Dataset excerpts
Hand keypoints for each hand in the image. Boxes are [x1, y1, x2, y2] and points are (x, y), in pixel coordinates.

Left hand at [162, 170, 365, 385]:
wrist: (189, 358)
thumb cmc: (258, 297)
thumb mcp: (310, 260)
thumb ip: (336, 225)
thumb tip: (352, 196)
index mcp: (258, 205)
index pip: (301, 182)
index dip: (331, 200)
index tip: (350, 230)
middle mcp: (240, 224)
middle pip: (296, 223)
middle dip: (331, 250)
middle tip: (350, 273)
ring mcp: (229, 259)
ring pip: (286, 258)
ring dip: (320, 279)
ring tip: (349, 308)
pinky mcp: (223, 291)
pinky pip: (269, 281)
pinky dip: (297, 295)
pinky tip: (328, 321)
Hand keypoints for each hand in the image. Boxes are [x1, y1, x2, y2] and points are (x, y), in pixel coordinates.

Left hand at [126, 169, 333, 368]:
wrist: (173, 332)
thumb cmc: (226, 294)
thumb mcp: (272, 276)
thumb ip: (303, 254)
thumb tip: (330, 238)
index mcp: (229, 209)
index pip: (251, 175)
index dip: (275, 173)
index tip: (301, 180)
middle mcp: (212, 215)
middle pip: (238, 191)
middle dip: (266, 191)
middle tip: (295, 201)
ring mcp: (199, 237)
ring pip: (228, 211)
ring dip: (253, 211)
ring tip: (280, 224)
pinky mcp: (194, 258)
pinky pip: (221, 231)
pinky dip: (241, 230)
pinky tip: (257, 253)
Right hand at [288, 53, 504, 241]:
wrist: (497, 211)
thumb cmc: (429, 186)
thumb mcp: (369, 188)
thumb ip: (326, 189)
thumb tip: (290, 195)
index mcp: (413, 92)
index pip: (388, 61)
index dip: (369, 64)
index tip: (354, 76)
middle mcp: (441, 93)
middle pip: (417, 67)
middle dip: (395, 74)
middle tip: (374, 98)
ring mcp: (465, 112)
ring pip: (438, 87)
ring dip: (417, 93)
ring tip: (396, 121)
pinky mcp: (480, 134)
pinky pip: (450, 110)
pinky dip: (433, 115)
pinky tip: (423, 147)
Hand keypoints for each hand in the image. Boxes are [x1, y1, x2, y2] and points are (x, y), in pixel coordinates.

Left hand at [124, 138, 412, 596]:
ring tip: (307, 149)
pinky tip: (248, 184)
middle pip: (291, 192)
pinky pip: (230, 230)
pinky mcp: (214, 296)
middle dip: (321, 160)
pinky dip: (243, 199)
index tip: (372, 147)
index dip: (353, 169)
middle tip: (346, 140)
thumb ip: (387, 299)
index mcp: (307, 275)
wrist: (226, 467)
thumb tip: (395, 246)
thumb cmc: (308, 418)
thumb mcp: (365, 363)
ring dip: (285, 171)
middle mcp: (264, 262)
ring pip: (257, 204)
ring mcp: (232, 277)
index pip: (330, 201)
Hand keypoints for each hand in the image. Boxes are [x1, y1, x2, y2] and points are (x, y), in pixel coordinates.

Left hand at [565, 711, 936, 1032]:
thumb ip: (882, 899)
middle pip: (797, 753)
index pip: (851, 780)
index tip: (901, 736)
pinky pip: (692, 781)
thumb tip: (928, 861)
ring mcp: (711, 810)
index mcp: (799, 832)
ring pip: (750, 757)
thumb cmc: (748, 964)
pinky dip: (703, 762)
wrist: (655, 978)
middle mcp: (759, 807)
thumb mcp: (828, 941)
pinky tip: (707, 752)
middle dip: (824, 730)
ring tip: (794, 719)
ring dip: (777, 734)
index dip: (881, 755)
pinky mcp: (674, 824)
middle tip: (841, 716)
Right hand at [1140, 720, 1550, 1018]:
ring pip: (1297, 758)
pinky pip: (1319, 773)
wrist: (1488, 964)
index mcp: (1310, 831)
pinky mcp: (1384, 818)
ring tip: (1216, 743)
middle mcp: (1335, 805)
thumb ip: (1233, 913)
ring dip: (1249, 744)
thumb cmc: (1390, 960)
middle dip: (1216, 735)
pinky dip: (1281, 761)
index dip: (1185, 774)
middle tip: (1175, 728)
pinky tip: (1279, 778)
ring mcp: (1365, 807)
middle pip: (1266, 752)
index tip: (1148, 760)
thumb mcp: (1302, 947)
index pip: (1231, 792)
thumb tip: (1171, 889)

## [To do]
Starting at the line above that contains "middle tip: (346, 140)", repeat each line exactly up to and including the line that contains "wrist: (655, 978)", and stop there.

## [Response to this exercise]
middle tip: (346, 140)
thumb ip: (387, 299)
index mcp: (307, 275)
wrist: (226, 467)
thumb tip: (395, 246)
thumb cmc: (308, 418)
thumb mcp: (365, 363)
ring dip: (285, 171)
middle mcp: (264, 262)
ring pip: (257, 204)
ring mcp: (232, 277)
index pip: (330, 201)
Hand keypoints for each hand in the image. Boxes are [x1, y1, x2, y2] and points are (x, y), in pixel coordinates.

Left hand at [565, 711, 936, 1032]:
thumb ip: (882, 899)
middle pip: (797, 753)
index pip: (851, 780)
index tip: (901, 736)
pinky pip: (692, 781)
thumb tip: (928, 861)
ring mcp: (711, 810)
index mcp: (799, 832)
ring pip: (750, 757)
thumb cmc: (748, 964)
pinky dip: (703, 762)
wrist: (655, 978)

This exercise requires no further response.